December 12, 2011|Sam Farmer
  • Coaches Tony Sparano, left, and Todd Haley were fired by the Dolphins and Chiefs, respectively, on Monday.
Coaches Tony Sparano, left, and Todd Haley were fired by the Dolphins and… (Photos by US Presswire and…)

Kansas City's Todd Haley and Miami's Tony Sparano had something in common as NFL coaches. They both enjoyed early success, briefly putting their teams on an upward trajectory, before those clubs leveled off and began to head back down.

Haley and Sparano now have something else in common.

Both were fired Monday, three weeks before the end of the regular season.

They were the second and third firings this season, coming on the heels of Jacksonville dismissing Jack Del Rio two weeks ago.

"Timing in this situation is always difficult," Chiefs owner Clark Hunt said at a news conference. "There never seems to be a right time. We just felt the inconsistent play the team had experienced really throughout the season, including [Sunday's 37-10 loss to the New York Jets], made today the right day to do it."

The Chiefs were 10-6 last season, won the AFC West and made the playoffs for the first time since 2003, a dramatic turnaround from Haley's 4-12 record in his first season.

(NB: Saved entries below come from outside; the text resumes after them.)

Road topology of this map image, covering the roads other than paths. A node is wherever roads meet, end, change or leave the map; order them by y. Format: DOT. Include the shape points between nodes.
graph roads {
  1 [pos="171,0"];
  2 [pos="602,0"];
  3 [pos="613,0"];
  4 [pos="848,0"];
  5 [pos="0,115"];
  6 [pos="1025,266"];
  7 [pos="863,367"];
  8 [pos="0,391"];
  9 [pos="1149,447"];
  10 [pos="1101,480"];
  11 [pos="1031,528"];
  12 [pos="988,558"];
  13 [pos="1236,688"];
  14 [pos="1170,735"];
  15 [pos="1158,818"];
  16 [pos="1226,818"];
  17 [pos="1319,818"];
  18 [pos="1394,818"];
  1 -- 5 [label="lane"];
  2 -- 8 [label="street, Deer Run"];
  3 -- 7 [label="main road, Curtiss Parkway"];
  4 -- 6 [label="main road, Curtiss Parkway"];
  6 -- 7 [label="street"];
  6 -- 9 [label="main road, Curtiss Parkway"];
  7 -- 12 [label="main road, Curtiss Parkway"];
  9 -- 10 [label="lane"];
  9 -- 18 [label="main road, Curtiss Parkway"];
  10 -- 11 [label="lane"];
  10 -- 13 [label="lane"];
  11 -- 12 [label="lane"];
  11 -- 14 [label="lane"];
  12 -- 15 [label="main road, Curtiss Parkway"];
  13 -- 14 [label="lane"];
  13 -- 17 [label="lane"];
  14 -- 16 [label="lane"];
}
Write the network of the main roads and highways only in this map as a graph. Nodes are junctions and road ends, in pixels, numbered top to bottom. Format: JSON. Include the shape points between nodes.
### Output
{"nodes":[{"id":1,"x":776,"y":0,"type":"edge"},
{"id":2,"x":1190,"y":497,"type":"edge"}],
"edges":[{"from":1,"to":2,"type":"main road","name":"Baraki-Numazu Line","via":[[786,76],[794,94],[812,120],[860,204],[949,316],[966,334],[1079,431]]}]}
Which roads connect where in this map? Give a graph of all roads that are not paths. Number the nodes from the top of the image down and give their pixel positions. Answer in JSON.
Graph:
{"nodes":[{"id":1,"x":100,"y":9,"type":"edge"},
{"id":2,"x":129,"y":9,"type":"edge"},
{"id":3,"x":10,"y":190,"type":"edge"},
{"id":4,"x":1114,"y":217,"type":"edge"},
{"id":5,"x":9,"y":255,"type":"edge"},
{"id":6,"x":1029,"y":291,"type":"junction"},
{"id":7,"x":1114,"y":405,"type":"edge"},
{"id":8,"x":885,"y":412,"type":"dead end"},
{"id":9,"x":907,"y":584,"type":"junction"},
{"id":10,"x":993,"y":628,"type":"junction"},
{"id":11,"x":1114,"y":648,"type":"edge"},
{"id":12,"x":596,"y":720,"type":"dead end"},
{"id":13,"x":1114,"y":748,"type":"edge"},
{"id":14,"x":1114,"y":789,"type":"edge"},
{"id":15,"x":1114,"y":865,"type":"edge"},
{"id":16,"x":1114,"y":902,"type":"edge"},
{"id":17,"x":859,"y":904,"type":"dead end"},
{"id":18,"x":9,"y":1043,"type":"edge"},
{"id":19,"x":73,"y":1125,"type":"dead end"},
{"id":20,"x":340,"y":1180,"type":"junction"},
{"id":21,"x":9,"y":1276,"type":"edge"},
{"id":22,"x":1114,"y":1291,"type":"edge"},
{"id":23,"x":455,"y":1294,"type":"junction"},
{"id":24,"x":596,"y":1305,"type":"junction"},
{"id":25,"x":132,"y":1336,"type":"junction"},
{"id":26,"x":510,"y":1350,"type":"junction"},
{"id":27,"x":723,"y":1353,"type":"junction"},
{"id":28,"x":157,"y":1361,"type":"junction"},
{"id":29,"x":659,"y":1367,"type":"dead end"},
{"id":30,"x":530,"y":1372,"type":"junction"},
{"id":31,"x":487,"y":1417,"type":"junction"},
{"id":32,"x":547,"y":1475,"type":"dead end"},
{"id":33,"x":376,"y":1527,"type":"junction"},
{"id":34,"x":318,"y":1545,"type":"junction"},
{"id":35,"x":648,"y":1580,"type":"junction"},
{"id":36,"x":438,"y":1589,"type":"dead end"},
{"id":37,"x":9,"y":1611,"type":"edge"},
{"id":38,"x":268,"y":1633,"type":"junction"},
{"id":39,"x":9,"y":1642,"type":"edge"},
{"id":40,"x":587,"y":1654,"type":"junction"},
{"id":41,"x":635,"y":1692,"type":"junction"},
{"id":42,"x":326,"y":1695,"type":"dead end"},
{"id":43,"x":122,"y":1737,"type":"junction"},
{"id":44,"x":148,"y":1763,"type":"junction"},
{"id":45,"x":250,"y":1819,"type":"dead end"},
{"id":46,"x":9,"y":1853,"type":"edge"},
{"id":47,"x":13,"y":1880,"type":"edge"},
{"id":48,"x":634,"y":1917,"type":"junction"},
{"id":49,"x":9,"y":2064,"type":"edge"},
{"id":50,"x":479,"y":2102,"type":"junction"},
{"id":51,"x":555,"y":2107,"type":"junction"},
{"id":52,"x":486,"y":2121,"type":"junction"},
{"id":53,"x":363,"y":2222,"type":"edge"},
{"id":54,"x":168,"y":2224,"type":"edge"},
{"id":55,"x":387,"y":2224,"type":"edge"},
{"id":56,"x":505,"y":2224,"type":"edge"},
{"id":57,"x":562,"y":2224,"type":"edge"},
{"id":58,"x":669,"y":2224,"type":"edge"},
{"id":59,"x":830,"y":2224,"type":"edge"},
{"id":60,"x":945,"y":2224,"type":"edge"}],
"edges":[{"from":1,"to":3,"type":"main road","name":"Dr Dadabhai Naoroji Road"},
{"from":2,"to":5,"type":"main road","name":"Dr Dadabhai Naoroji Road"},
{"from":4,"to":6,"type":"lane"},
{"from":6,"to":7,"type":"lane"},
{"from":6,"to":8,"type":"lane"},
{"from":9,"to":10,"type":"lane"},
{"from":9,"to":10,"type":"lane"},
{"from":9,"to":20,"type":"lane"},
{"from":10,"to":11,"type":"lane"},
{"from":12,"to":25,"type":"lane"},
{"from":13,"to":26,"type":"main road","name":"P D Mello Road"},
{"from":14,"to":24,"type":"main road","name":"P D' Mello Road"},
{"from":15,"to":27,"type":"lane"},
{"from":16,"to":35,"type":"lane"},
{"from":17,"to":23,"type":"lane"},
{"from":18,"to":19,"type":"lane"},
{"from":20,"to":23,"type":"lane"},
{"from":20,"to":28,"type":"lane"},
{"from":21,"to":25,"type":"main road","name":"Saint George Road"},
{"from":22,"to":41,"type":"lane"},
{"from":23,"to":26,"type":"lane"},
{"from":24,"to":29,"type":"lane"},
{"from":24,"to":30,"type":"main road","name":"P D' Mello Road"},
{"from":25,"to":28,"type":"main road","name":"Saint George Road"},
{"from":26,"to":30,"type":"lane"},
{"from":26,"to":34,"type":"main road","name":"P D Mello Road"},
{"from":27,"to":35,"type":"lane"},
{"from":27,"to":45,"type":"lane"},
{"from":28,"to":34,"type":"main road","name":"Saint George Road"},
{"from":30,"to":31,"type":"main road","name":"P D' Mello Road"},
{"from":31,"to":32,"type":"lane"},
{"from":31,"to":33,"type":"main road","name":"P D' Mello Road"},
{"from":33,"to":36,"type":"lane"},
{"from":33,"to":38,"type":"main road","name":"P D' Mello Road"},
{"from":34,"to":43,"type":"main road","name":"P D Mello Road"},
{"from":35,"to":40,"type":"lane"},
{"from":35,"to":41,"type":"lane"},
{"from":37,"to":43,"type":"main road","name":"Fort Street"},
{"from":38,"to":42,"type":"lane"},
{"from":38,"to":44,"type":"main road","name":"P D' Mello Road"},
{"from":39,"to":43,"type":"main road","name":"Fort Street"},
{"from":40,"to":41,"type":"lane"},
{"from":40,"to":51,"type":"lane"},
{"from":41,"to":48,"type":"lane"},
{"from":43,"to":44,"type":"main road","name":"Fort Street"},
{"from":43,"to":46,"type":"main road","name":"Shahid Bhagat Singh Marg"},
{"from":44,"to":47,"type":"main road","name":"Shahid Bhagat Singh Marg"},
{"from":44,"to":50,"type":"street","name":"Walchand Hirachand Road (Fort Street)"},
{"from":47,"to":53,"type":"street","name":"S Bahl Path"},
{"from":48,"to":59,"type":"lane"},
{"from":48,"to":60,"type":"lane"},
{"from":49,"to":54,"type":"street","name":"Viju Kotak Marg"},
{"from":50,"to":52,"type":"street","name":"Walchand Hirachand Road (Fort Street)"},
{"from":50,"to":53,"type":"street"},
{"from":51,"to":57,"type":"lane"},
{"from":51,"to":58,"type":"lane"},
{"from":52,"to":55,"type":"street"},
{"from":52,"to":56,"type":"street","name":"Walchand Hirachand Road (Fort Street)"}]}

The Chiefs were 19-26 in the regular season under Haley, who was hired in 2009 to replace Herm Edwards.

Sparano made an even bigger splash at the start of his career with the Dolphins. He took over a 1-15 team and led it to an 11-5 finish and a postseason berth. No coach had ever led a one-win team to the playoffs the next season.

The Dolphins were 7-9 in each of the next two seasons, however, twice finishing third in the AFC East. This season's team lost its first seven games before blowing out the Chiefs, 31-3.

Miami went on to win three of its next four games — its only loss coming by a point to Dallas on Thanksgiving — and suddenly was among the league's hottest teams. But Sunday's 26-10 home loss to Philadelphia was evidently the last straw.

Sparano was 29-32 in nearly four seasons as coach.

The Dolphins have promoted assistant head coach Todd Bowles to interim coach for the remainder of the season.

The Chiefs will hand the reins to defensive coordinator Romeo Crennel, who coached the Cleveland Browns from 2005 to 2008, although Hunt and General Manager Scott Pioli will study their options after the season.

These won't be the last of this season's firings. Others who could be shown the door include Indianapolis' Jim Caldwell, St. Louis' Steve Spagnuolo, and Tampa Bay's Raheem Morris. And to varying degrees all four NFC East coaches — Philadelphia's Andy Reid, Washington's Mike Shanahan, Dallas' Jason Garrett and the New York Giants' Tom Coughlin — are under the microscope. Houston's Gary Kubiak has the Texans in the playoffs for the first time in their history, but merely getting there might not be enough; he probably needs to win a postseason game to breathe easy.

As for filling the job permanently, Dolphins owner Stephen Ross said he is looking for a "young Don Shula," referring to the Hall of Fame coach who led the franchise to two Super Bowl victories.

"We're looking for the best head coach," Ross said. "It's important that the head coach and the general manager be able to work together, so you're not going to find someone who has a conflict to start with. You want to have the time to talk to people so you create that chemistry that's required to create a winning environment."

Ross says he wants a young Shula, but many observers figure he is truly looking for an established name, perhaps Jon Gruden, Bill Cowher or Brian Billick — each has won the Super Bowl — or maybe Jeff Fisher or Reid, who each led his team to one.

The Chiefs might try to land one of those coaches, or maybe one of a handful of rising assistant coaches. This is a somewhat unfamiliar situation for the franchise, as Haley was only the second in-season firing in Chiefs history. Paul Wiggin was the first in 1977.

On Monday, Kansas City running back Jackie Battle said he could see both sides of the situation.

"We went to the playoffs last year. I mean, that has to mean something," he told the Associated Press. "The season didn't go the way we wanted this year, but he's proven he can win in the league. I don't know if it's fair or not, but it's part of the business."